Since the Awe barrage was built, flow in the River Awe below it has been controlled by the release of compensation water. Until 2010, the compensation flow was high in the summer, to support fishing interests, and low in winter, but this is the opposite of how a natural river works. There were concerns that this was detrimental to juvenile salmon or smolts, and the Argyll Fisheries Trust conducted research to understand what was happening. Without juvenile salmon reaching the sea, the numbers of adult salmon returning to spawn are reduced, and this trend has become apparent on many rivers. After negotiation, a new regime was introduced in 2012, where the summer flows were reduced, and the winter flows increased. The quantity of salmon, grilse and sea trout in the river is significantly lower than it was in the 1960s, when the main concern was fishing, rather than sustaining stocks for the future.

Compensation flows on the river are normally maintained at around 900 Megalitres per day (Mld). In addition, there is a schedule of freshet releases, where extra water is discharged for a limited period. In 2023, three freshets of 300 Ml are scheduled during April and May, with the extra flow lasting for 12 hours. Freshets of 500 Ml over 24 hours are released on two occasions in July and August, with one of 600 Ml in 24 hours in September. A further six freshets of 2,100 Ml over 72 hours are scheduled at two-week intervals between October and December. In addition, there is a freshet gate in the barrage, and when there is a build up of smolts above the barrage, a smolt freshet is released through the gate, to assist passage of the smolts to the sea. These occur between mid-April and the end of June. Finally, the Borland fish lift operates throughout the year, filling four times a day between March and September, and twice a day during the winter months. Each lift cycle takes an hour to complete, and enables adult salmon to reach Loch Awe.

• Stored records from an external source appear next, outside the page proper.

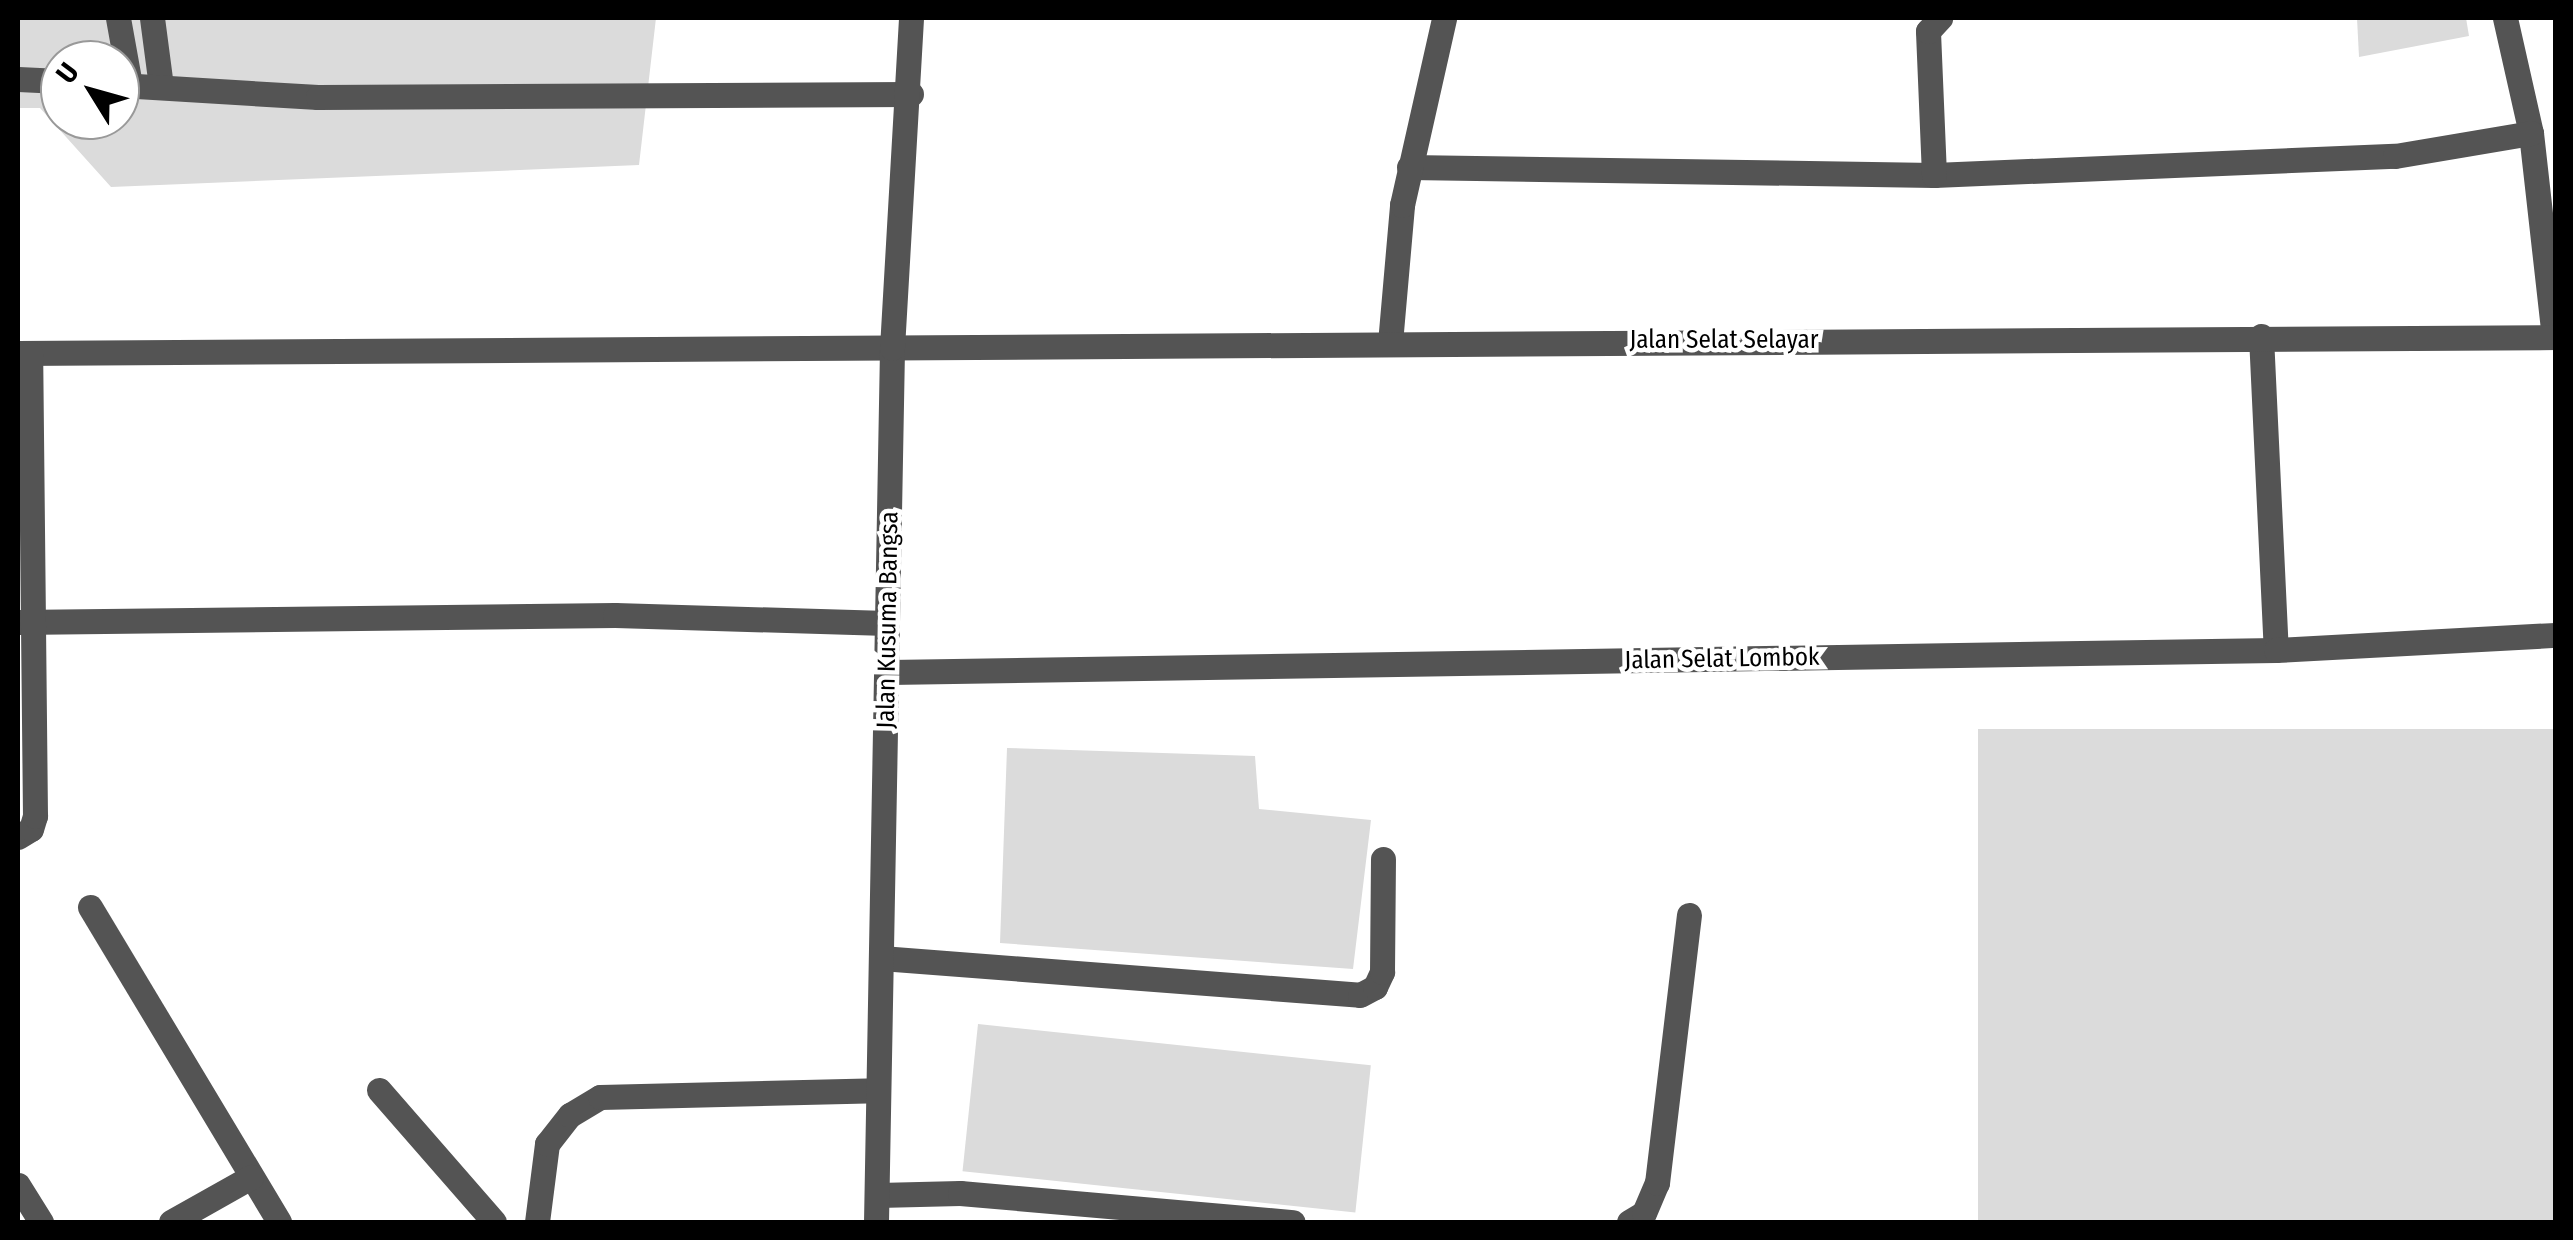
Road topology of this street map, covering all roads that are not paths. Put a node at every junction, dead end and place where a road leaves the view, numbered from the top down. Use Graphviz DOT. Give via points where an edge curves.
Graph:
graph roads {
  1 [pos="152,18"];
  2 [pos="911,18"];
  3 [pos="1444,18"];
  4 [pos="1940,18"];
  5 [pos="2505,18"];
  6 [pos="140,85"];
  7 [pos="162,86"];
  8 [pos="911,94"];
  9 [pos="2531,133"];
  10 [pos="1409,167"];
  11 [pos="1934,174"];
  12 [pos="2262,336"];
  13 [pos="2555,337"];
  14 [pos="1390,343"];
  15 [pos="892,348"];
  16 [pos="24,353"];
  17 [pos="26,622"];
  18 [pos="887,623"];
  19 [pos="2556,636"];
  20 [pos="2276,650"];
  21 [pos="889,672"];
  22 [pos="18,837"];
  23 [pos="1383,859"];
  24 [pos="90,907"];
  25 [pos="1689,915"];
  26 [pos="881,958"];
  27 [pos="379,1090"];
  28 [pos="876,1090"];
  29 [pos="250,1177"];
  30 [pos="18,1185"];
  31 [pos="878,1195"];
  32 [pos="40,1222"];
  33 [pos="172,1222"];
  34 [pos="279,1222"];
  35 [pos="494,1222"];
  36 [pos="538,1222"];
  37 [pos="876,1222"];
  38 [pos="1293,1222"];
  39 [pos="1629,1222"];
  1 -- 7 [label="street"];
  2 -- 8 [label="street, Jalan Kusuma Bangsa"];
  3 -- 10 [label="street"];
  4 -- 11 [label="street" via="1928,32"];
  5 -- 9 [label="street"];
  6 -- 7 [label="street"];
  7 -- 8 [label="street" via="318,97"];
  8 -- 15 [label="street, Jalan Kusuma Bangsa"];
  9 -- 11 [label="street" via="2395,156"];
  9 -- 13 [label="street"];
  10 -- 11 [label="street"];
  10 -- 14 [label="street"];
  12 -- 13 [label="street, Jalan Selat Selayar"];
  12 -- 14 [label="street, Jalan Selat Selayar"];
  12 -- 20 [label="street"];
  14 -- 15 [label="street, Jalan Selat Selayar"];
  15 -- 16 [label="street, Jalan Selat Selayar"];
  15 -- 18 [label="street, Jalan Kusuma Bangsa"];
  16 -- 17 [label="street"];
  17 -- 18 [label="street" via="615,615"];
  17 -- 22 [label="street" via="35,816 31,829"];
  18 -- 21 [label="street, Jalan Kusuma Bangsa"];
  19 -- 20 [label="street, Jalan Selat Lombok"];
  20 -- 21 [label="street, Jalan Selat Lombok"];
  21 -- 26 [label="street, Jalan Kusuma Bangsa"];
  23 -- 26 [label="street" via="1382,972 1375,987 1360,995"];
  24 -- 29 [label="street"];
  25 -- 39 [label="street" via="1657,1183 1644,1213"];
  26 -- 28 [label="street, Jalan Kusuma Bangsa"];
  27 -- 35 [label="street"];
  28 -- 31 [label="street, Jalan Kusuma Bangsa"];
  28 -- 36 [label="street" via="600,1097 570,1114 548,1144"];
  29 -- 33 [label="street"];
  29 -- 34 [label="street"];
  30 -- 32 [label="street"];
  31 -- 37 [label="street, Jalan Kusuma Bangsa"];
  31 -- 38 [label="street" via="960,1193"];
}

==Glen Noe Hydro-Electric Scheme==
Despite the fact that some of the headwaters of the River Noe are captured to feed Cruachan Reservoir, RWE decided that there was still sufficient flow in the river to power a run-of-the-river hydro-electric station. Argyll and Bute Council authorised construction of the Glen Noe hydropower project in September 2016, and construction began in 2019. The power station is located close to Loch Etive, and is fed by 1.9 mi of buried pipeline, which runs along the south bank of the river. At its far end, there are two dams, one across the River Noe, and another across a tributary, which divert water into the pipeline. A third dam diverts water from another tributary into the pipeline roughly half way along its length. The power station has a wooden finish, and contains a 2 MW turbine. It was commissioned in February 2021, and the scheme will benefit the local community, as RWE will pay £3,000 per year into a community fund run by Taynuilt Community Council while the station is operational.